“È stata la stessa amministrazione comunale in più occasioni a fare una richiesta – strana, inusuale, poco comprensibile e non prevista nel bando – di cambiare totalmente il progetto vincitore”
“Rimaniamo stupiti ed esterrefatti che un’amministrazione possa dichiarare tante inesattezze prive di fondamento. Basta leggersi i documenti agli atti per poter ricostruire quanto successo: per chiarezza di tutti e per l’interesse della città. A detta dell’amministrazione il progetto vincitore del bando è stato stravolto dalla Libertà Entertainment. È falso. Noi abbiamo presentato un progetto di ben 63 pagine con vari elaborati e rendering e non l’abbiamo mai modificato. Ed è stato sempre il progetto con cui eravamo pronti a firmare in qualsiasi momento la concessione”.
È quanto si sottolinea da Libertà Entertainment in replica all’assessore Dario Danti riguardo la revoca della concessione per la riqualificazione del Parterre alla Libertà Entertainment.
“Quanto al progetto della cupola – si spiega ancora – è il progetto vincitore del bando che prevedeva sin dall’origine due possibili configurazioni: una soluzione di permanenza continuativa fino a cinque anni e, eventualmente, una struttura stagionale/temporanea. In questo contesto, la richiesta di parere preliminare alla Commissione edilizia dello scorso 20 gennaio, fatto esclusivamente per nostra perizia, rappresenta il naturale sviluppo tecnico del progetto aggiudicato e non la presentazione di un progetto diverso o alternativo. Ne consegue che: non vi è mai stato alcun mutamento dell’idea progettuale; non vi è mai stata alcuna sostituzione del progetto vincitore e non vi è mai stata alcuna difformità rispetto all’offerta di gara. Si tralascia di evidenziare che il parere negativo della Commissione Urbanistica è stato motivato da una questione di decoro: ‘Disciplina di decoro del regolamento edilizio’. Parere che si commenta da solo conoscendo l’attuale stato di degrado e abbandono del Parterre, oltre a strutture inguardabili che sono lì da oltre 30 anni e non si sa con quale autorizzazione, che rende l’area indecorosa ed attualmente in preda a bivacchi di senzatetto e Rom, trasformandola in uno spazio insicuro, degradato e abbandonato, inaccettabile per la città”.

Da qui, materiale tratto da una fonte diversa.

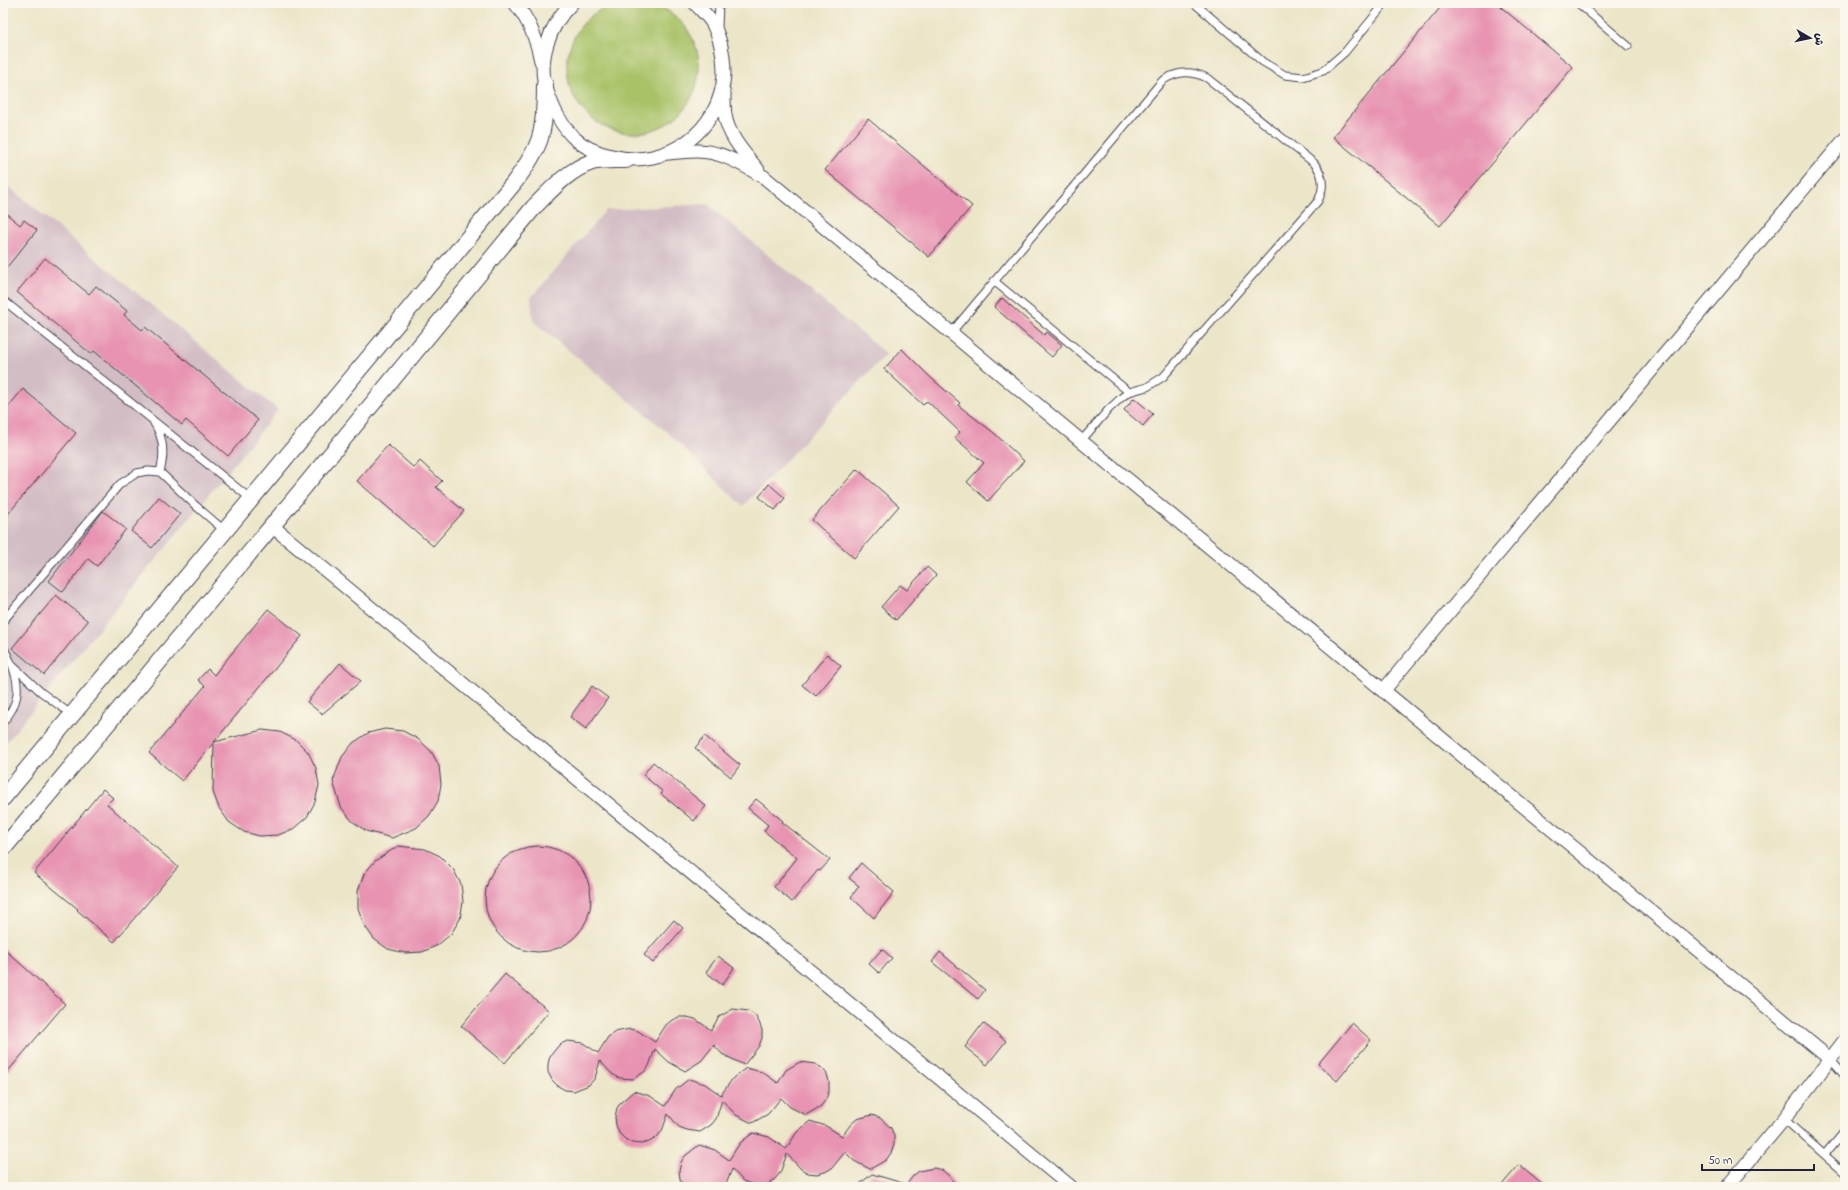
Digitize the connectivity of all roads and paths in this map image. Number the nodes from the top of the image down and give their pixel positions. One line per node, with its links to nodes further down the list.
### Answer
1 (515, 3): 10 (street)
2 (572, 3): 10 (street)
3 (695, 3): 9 (street)
4 (719, 3): 9 (lane)
5 (1194, 3): 6 (lane)
6 (1385, 3)
7 (1578, 3): 8 (lane)
8 (1628, 46)
9 (722, 48): 11 (street)
10 (544, 81): 14 (street); 23 (street)
11 (723, 82): 13 (street); 15 (street)
12 (1845, 139): 29 (street)
13 (668, 153): 14 (street); 15 (street)
14 (626, 160): 24 (street)
15 (764, 177): 18 (street)
16 (994, 281): 18 (lane); 19 (lane); 19 (lane)
17 (3, 300): 20 (lane)
18 (951, 333): 21 (street)
19 (1129, 392): 21 (lane)
20 (149, 417): 22 (lane); 23 (lane)
21 (1081, 441): 29 (street)
22 (160, 472): 25 (lane); 26 (lane)
23 (251, 499): 25 (street)
24 (272, 526): 33 (street); 41 (street)
25 (225, 531): 30 (street)
26 (3, 621)
27 (3, 646): 28 (lane)
28 (12, 666): 30 (lane); 31 (lane)
29 (1383, 691): 35 (street)
30 (72, 715): 32 (street)
31 (3, 722)
32 (3, 798)
33 (3, 849)
34 (1845, 1040): 35 (street)
35 (1830, 1059): 36 (lane); 37 (street)
36 (1845, 1076)
37 (1784, 1119): 39 (lane); 42 (street)
38 (1845, 1130): 39 (lane)
39 (1825, 1154): 40 (lane)
40 (1845, 1173)
41 (1071, 1187)
42 (1727, 1187)

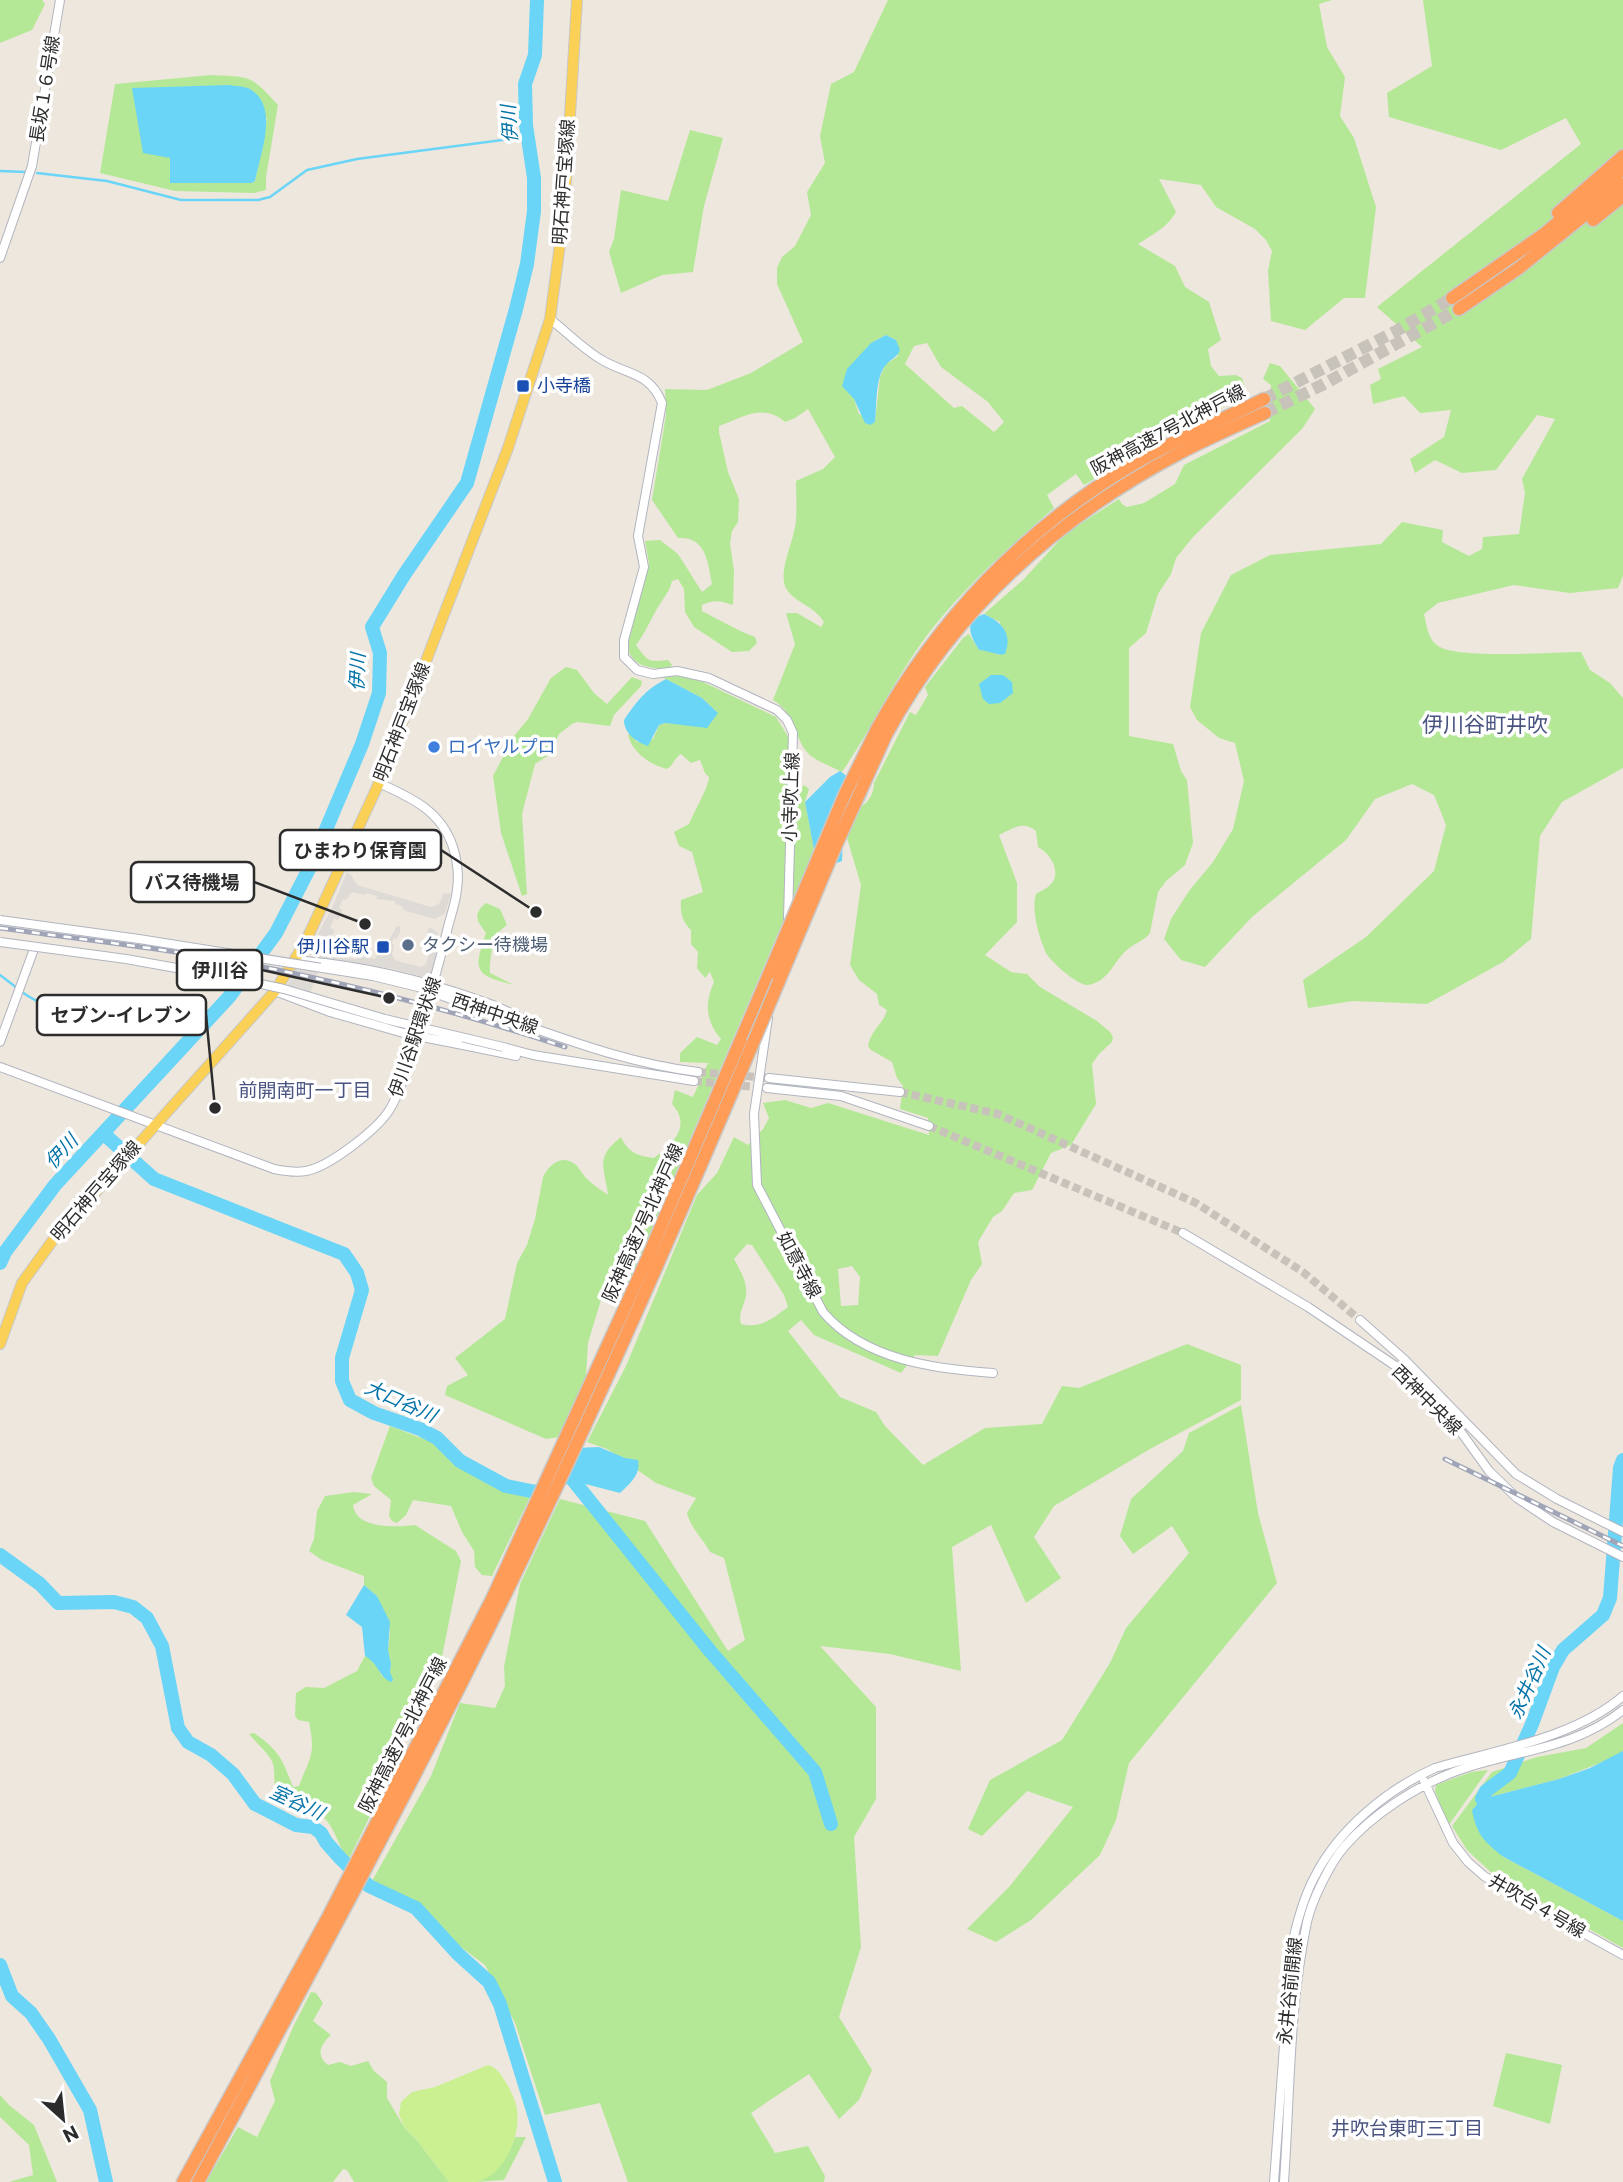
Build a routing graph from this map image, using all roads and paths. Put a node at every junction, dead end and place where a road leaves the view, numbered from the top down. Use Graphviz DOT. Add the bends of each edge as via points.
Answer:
graph roads {
  1 [pos="60,0"];
  2 [pos="577,0"];
  3 [pos="1623,156"];
  4 [pos="1623,169"];
  5 [pos="1623,184"];
  6 [pos="1623,196"];
  7 [pos="0,258"];
  8 [pos="1481,287"];
  9 [pos="1455,304"];
  10 [pos="550,318"];
  11 [pos="1264,399"];
  12 [pos="1265,413"];
  13 [pos="881,732"];
  14 [pos="379,783"];
  15 [pos="0,919"];
  16 [pos="0,942"];
  17 [pos="34,949"];
  18 [pos="295,960"];
  19 [pos="275,991"];
  20 [pos="758,1040"];
  21 [pos="0,1042"];
  22 [pos="589,1047"];
  23 [pos="0,1067"];
  24 [pos="606,1068"];
  25 [pos="698,1072"];
  26 [pos="769,1078"];
  27 [pos="694,1081"];
  28 [pos="767,1088"];
  29 [pos="900,1093"];
  30 [pos="151,1123"];
  31 [pos="929,1126"];
  32 [pos="1183,1233"];
  33 [pos="1360,1320"];
  34 [pos="0,1344"];
  35 [pos="993,1373"];
  36 [pos="599,1380"];
  37 [pos="1622,1532"];
  38 [pos="1623,1557"];
  39 [pos="1623,1696"];
  40 [pos="1623,1710"];
  41 [pos="1421,1774"];
  42 [pos="1426,1785"];
  43 [pos="1623,1955"];
  44 [pos="293,1993"];
  45 [pos="183,2182"];
  46 [pos="198,2182"];
  47 [pos="1274,2182"];
  48 [pos="1284,2182"];
  1 -- 7 [label="street, 長坂１６号線" via="32,166"];
  2 -- 10 [label="main road, 明石神戸宝塚線" via="564,214"];
  3 -- 8 [label="highway"];
  4 -- 8 [label="highway"];
  5 -- 8 [label="highway" via="1550,244"];
  6 -- 8 [label="highway" via="1541,257"];
  8 -- 9 [label="highway"];
  10 -- 14 [label="main road, 明石神戸宝塚線" via="508,448"];
  10 -- 20 [label="street, 小寺吹上線" via="601,360 646,379 662,403 638,536 644,567 624,640 624,657 637,670 653,674 677,671 709,678 778,710 793,733 788,933"];
  11 -- 13 [label="highway, 阪神高速7号北神戸線" via="1131,465 1016,551 937,636 912,670"];
  12 -- 13 [label="highway, 阪神高速7号北神戸線" via="1123,486 1070,520 1023,559 946,642"];
  13 -- 20 [label="highway, 阪神高速7号北神戸線, bridge"];
  13 -- 36 [label="highway, 阪神高速7号北神戸線, bridge" via="845,794"];
  14 -- 18 [label="main road, 明石神戸宝塚線"];
  14 -- 30 [label="street, 伊川谷駅環状線" via="430,810 443,826 457,866 457,889 437,975 390,1109 379,1124 337,1155 303,1172 274,1169"];
  15 -- 22 [label="street, 西神中央線, bridge" via="373,976 418,987"];
  16 -- 24 [label="street, 西神中央線, bridge" via="238,979 533,1055"];
  17 -- 21 [label="street"];
  18 -- 19 [label="main road, 明石神戸宝塚線"];
  18 -- 22 [label="street, bridge" via="427,981"];
  19 -- 24 [label="street, bridge" via="407,1034"];
  19 -- 30 [label="main road, 明石神戸宝塚線"];
  20 -- 35 [label="street, 如意寺線" via="757,1185 824,1312 852,1338 885,1353 945,1370"];
  20 -- 36 [label="highway, 阪神高速7号北神戸線"];
  22 -- 25 [label="street, 西神中央線"];
  23 -- 30 [label="street, 伊川谷駅環状線"];
  24 -- 27 [label="street, 西神中央線"];
  26 -- 29 [label="street"];
  28 -- 31 [label="street" via="841,1096"];
  30 -- 34 [label="main road, 明石神戸宝塚線" via="29,1272"];
  32 -- 38 [label="street, 西神中央線" via="1308,1307 1399,1369 1458,1427 1489,1471 1517,1499"];
  33 -- 37 [label="street, 西神中央線" via="1516,1474"];
  36 -- 44 [label="highway, 阪神高速7号北神戸線" via="469,1669"];
  39 -- 41 [label="street, 永井谷前開線" via="1570,1729"];
  40 -- 42 [label="street, 永井谷前開線" via="1607,1723 1553,1746 1464,1768"];
  41 -- 42 [label="street, 井吹台４号線"];
  41 -- 47 [label="street, 永井谷前開線" via="1366,1811 1334,1847 1314,1878 1298,1917 1291,1950"];
  42 -- 43 [label="street, 井吹台４号線" via="1453,1843 1484,1876"];
  42 -- 48 [label="street, 永井谷前開線" via="1371,1821 1344,1847 1307,1919 1296,2002"];
  44 -- 45 [label="highway, 阪神高速7号北神戸線"];
  44 -- 46 [label="highway, 阪神高速7号北神戸線"];
}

“Quanto alle richieste aggiuntive ed estranee al bando che avrebbe fatto la Libertà Entertainment, anche qui non è vero – prosegue la nota -. La Libertà Entertainment si è solo limitata a chiedere chiarimenti sull’utilizzo del parcheggio lato via Madonna della Tosse e delle cantine sottostanti e di pertinenza al Cubo 5 in concessione, nonché dell’area antistante l’entrata per l’accoglienza, anch’essa in concessione. Tutte aree previste nel bando. Quanto alle affermazioni sul parere della commissione urbanistica, non è vera l’affermazione del provvedimento di revoca secondo cui il parere negativo di tale commissione impedirebbe la stipula della concessione o imporrebbe la rielaborazione del progetto. È infatti da sottolineare che il parere della commissione urbanistica ha solo natura consultiva, non è vincolante né interdittivo e, quindi, non preclude in alcun modo la sottoscrizione della concessione né tantomeno impone un obbligo di cambio del progetto vincitore del bando”.
“Il punto centrale, che l’amministrazione continua ad omettere, è uno ed è decisivo: è stata la stessa amministrazione comunale in più occasioni a fare una richiesta – strana, inusuale, poco comprensibile e non prevista nel bando – di cambiare totalmente il progetto vincitore. Infatti, come previsto a pagina 9, al terzo capoverso dell’atto di concessione ‘Il concessionario si impegna a realizzare i lavori come individuati negli atti di gara” , per cui in termini di legge la Società ha l’obbligo di realizzare il progetto presentato e non uno diverso”.
La Libertà Entertainment, per spirito di leale collaborazione sempre dimostrato e per assecondare le pressanti richieste dell’Amministrazione, ha poi elaborato una seconda ipotesi di progetto inviata via pec il 24 Luglio 2025 ed a cui l’Amministrazione Comunale non ha mai risposto, neanche dopo un altro sollecito via pec del 26 Settembre 2025.
“Per quanto riguarda – si conclude – le richieste di slittamento della firma della concessione è esattamente il contrario: è l’amministrazione comunale che in più occasioni, informalmente e formalmente, ha richiesto alla Libertà Entertainment di fare le proroghe in quanto, la stessa amministrazione avendo richiesto un cambio di progetto non aveva chiaro quale procedure da seguire. Ed è da qui che poi sono scaturiti tutti i problemi conseguenti creando un danno grave non solo alla società, ma soprattutto alla città”.